* **EXERCISE GOAL**
The reply should give back every entry exactly as written.

* **EXERCISE INPUTS**
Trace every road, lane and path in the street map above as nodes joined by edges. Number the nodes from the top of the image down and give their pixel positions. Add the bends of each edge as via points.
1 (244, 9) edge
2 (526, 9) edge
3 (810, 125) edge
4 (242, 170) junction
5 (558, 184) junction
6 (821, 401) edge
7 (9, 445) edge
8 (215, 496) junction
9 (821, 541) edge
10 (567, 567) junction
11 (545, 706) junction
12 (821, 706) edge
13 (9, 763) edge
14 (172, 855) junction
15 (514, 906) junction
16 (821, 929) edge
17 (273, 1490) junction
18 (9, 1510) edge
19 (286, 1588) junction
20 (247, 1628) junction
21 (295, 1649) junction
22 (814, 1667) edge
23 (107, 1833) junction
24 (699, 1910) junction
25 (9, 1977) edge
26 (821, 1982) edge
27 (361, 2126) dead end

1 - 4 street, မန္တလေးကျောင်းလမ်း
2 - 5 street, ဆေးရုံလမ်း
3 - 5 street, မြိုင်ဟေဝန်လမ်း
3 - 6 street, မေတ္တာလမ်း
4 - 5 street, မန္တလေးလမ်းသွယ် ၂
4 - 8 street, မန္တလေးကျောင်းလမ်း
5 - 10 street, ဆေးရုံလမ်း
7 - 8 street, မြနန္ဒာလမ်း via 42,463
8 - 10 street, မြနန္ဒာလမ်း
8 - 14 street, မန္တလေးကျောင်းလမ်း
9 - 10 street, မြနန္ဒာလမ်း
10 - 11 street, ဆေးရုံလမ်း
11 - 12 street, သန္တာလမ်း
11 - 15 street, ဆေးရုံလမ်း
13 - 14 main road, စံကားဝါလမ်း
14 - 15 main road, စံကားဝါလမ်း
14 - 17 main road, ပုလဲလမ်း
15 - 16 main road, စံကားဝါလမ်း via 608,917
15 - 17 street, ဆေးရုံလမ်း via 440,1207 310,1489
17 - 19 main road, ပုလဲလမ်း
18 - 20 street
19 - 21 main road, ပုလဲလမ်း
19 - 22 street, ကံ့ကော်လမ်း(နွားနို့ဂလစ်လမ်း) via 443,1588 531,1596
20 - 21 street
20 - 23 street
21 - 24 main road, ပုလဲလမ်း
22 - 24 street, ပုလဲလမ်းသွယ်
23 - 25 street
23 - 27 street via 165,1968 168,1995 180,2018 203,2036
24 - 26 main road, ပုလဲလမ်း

* **SOLUTION TO THIS TASK**
Trace every road, lane and path in the street map above as nodes joined by edges. Number the nodes from the top of the image down and give their pixel positions. Add the bends of each edge as via points.
1 (244, 9) edge
2 (526, 9) edge
3 (810, 125) edge
4 (242, 170) junction
5 (558, 184) junction
6 (821, 401) edge
7 (9, 445) edge
8 (215, 496) junction
9 (821, 541) edge
10 (567, 567) junction
11 (545, 706) junction
12 (821, 706) edge
13 (9, 763) edge
14 (172, 855) junction
15 (514, 906) junction
16 (821, 929) edge
17 (273, 1490) junction
18 (9, 1510) edge
19 (286, 1588) junction
20 (247, 1628) junction
21 (295, 1649) junction
22 (814, 1667) edge
23 (107, 1833) junction
24 (699, 1910) junction
25 (9, 1977) edge
26 (821, 1982) edge
27 (361, 2126) dead end

1 - 4 street, မန္တလေးကျောင်းလမ်း
2 - 5 street, ဆေးရုံလမ်း
3 - 5 street, မြိုင်ဟေဝန်လမ်း
3 - 6 street, မေတ္တာလမ်း
4 - 5 street, မန္တလေးလမ်းသွယ် ၂
4 - 8 street, မန္တလေးကျောင်းလမ်း
5 - 10 street, ဆေးရုံလမ်း
7 - 8 street, မြနန္ဒာလမ်း via 42,463
8 - 10 street, မြနန္ဒာလမ်း
8 - 14 street, မန္တလေးကျောင်းလမ်း
9 - 10 street, မြနန္ဒာလမ်း
10 - 11 street, ဆေးရုံလမ်း
11 - 12 street, သန္တာလမ်း
11 - 15 street, ဆေးရုံလမ်း
13 - 14 main road, စံကားဝါလမ်း
14 - 15 main road, စံကားဝါလမ်း
14 - 17 main road, ပုလဲလမ်း
15 - 16 main road, စံကားဝါလမ်း via 608,917
15 - 17 street, ဆေးရုံလမ်း via 440,1207 310,1489
17 - 19 main road, ပုလဲလမ်း
18 - 20 street
19 - 21 main road, ပုလဲလမ်း
19 - 22 street, ကံ့ကော်လမ်း(နွားနို့ဂလစ်လမ်း) via 443,1588 531,1596
20 - 21 street
20 - 23 street
21 - 24 main road, ပုလဲလမ်း
22 - 24 street, ပုလဲလမ်းသွယ်
23 - 25 street
23 - 27 street via 165,1968 168,1995 180,2018 203,2036
24 - 26 main road, ပုလဲလမ်း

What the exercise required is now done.